- [INSTRUCTIONS TO FOLLOW]
Reading the records below, how many lines contain "Curve"? Respond with a number and nothing else.
**** ENTRIES SHOWN ****
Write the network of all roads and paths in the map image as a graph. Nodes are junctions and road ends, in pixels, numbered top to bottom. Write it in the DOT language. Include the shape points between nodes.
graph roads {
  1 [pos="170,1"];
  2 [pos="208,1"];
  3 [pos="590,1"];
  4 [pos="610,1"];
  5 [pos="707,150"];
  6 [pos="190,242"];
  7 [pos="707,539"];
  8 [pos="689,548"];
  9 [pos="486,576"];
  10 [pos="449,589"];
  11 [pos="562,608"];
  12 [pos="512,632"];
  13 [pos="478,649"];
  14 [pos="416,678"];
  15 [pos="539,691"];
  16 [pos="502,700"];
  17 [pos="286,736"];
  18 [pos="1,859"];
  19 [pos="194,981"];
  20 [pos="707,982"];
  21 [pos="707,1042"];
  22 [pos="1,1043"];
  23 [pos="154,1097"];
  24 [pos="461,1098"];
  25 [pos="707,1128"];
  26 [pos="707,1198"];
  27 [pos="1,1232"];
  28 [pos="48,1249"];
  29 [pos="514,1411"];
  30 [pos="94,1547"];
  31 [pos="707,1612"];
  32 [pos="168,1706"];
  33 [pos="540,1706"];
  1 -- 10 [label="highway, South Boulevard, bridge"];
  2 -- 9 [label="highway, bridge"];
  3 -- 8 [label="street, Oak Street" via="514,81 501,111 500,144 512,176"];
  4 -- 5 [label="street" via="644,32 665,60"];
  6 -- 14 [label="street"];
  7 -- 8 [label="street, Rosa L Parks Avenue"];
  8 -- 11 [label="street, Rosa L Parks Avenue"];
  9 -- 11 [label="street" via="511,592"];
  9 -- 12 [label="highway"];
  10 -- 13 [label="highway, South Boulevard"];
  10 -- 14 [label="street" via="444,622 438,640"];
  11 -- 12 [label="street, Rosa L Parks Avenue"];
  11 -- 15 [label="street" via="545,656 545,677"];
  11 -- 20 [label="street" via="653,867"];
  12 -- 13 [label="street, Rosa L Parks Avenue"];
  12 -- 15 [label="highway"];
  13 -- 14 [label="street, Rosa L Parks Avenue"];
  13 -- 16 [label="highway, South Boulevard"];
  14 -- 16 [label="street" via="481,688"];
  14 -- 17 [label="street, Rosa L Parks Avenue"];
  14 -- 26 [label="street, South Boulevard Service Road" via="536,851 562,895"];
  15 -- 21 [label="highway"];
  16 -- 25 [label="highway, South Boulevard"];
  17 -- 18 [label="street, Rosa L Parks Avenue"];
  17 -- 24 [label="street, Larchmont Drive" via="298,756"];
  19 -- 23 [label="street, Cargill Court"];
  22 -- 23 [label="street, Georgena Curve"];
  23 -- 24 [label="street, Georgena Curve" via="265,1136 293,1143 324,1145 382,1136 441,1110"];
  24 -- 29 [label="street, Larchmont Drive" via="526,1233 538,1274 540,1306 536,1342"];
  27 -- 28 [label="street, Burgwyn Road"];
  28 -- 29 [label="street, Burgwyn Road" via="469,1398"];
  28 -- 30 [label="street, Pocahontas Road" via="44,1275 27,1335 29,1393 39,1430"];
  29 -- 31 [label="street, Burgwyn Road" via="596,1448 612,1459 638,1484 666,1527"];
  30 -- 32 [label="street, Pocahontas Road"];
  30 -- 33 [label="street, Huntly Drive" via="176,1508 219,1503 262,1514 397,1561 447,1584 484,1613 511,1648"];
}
****
- [EXERCISE RESPONSE]
2